# Simulating Diffusion/Wiener Process with Random Walk [closed]

I hope this is the right section for this kind of questions.

I am trying to simulate, with MATLAB, a diffusion model starting from a Random Walk. I am using a Random Walk with information increment X normally distributed ($\mu, \sigma$ ). I also have a boundary $\alpha$, and $\alpha > \mu$. The starting point is 0.

If I understood this right, this should be an approximation of the Wiener Process. As wikipedia says (http://en.wikipedia.org/wiki/Inverse_Gaussian_distribution), the first passage time for a fixed level $\alpha > 0$by $X_t$ is distributed according to an inverse-gaussian: $T_\alpha = \inf\{ 0 < t \mid X_t=\alpha \} \sim IG(\tfrac\alpha\nu, \tfrac {\alpha^2} {\sigma^2}).\,$

What I am trying to do is to simulate a Random Walk and to get the first passage time distribution, verifying that it is actually a Inv. Gaussian with those parameters.

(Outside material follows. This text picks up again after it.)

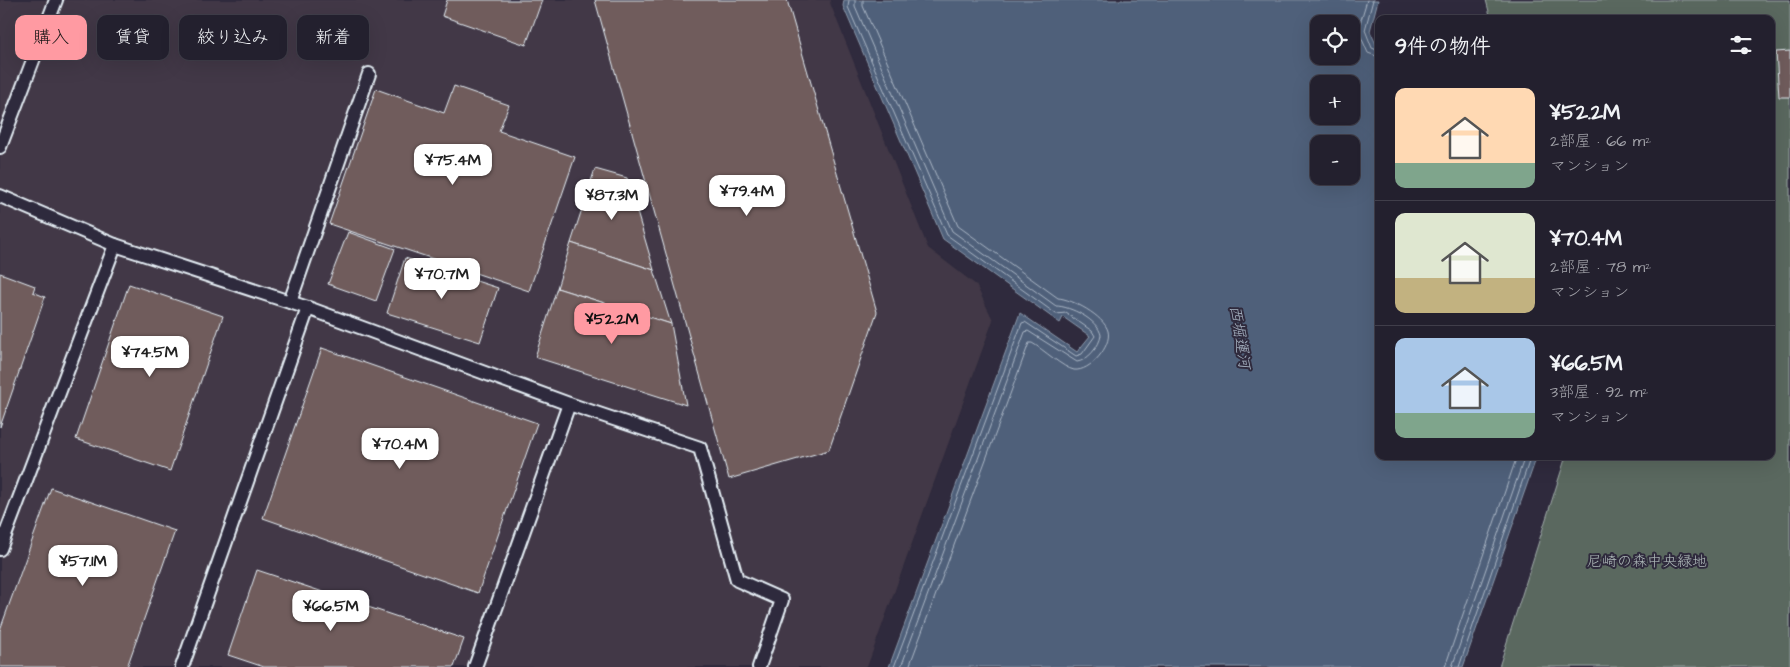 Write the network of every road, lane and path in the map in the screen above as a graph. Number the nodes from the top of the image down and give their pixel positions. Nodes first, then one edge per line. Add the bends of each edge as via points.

This is the code I have done: http://pastebin.com/E1N58sJ4

Notice that the myHist function is commented, but I normally use it: in that function I fit the resulting distribution to an inverse gaussian. Then I compare the fitted parameters with the two parameters obtained by the formula showed above, $\mu= \alpha/v$ and $\lambda= \alpha^2/\sigma^2$

However, the two results are NOT THE SAME, and they differ consistently across simulation. For example, with the parametrers used in the code:

Simulation - mu:29.1771 s: 116.7757 Expected - mu:26.3158 s: 100

This difference is consistent across repetition of simulation.

Can anyone spot the mistake?

## closed as off-topic by Peter Flom♦Mar 28 '14 at 11:32

• This question does not appear to be about statistics within the scope defined in the help center.
If this question can be reworded to fit the rules in the help center, please edit the question.

• This question appears to be off-topic because it was already asked on the math site – Peter Flom Mar 28 '14 at 11:32
• I already flagged it to a moderator. I first opened it here, and then I realized it was better suited for math exchange. – Vaaal Mar 28 '14 at 16:51

Your code uses a quite low sampling rate ($\Delta t = 1$) for simulating the Wiener process. Consider a case where the process crosses the boundary but then returns back to below $\alpha$ before the next sample. This causes $T_\alpha$ to be overestimated, as the first noticed boundary-crossing will occur later than the actual first boundary-crossing.
Indeed, by modifying your code to use $\Delta t = 0.01$, I got a mean of simulated $T_\alpha$s much closer to the analytically obtained 26.3. (I did not check the other parameter as you did not describe how you fit the distribution).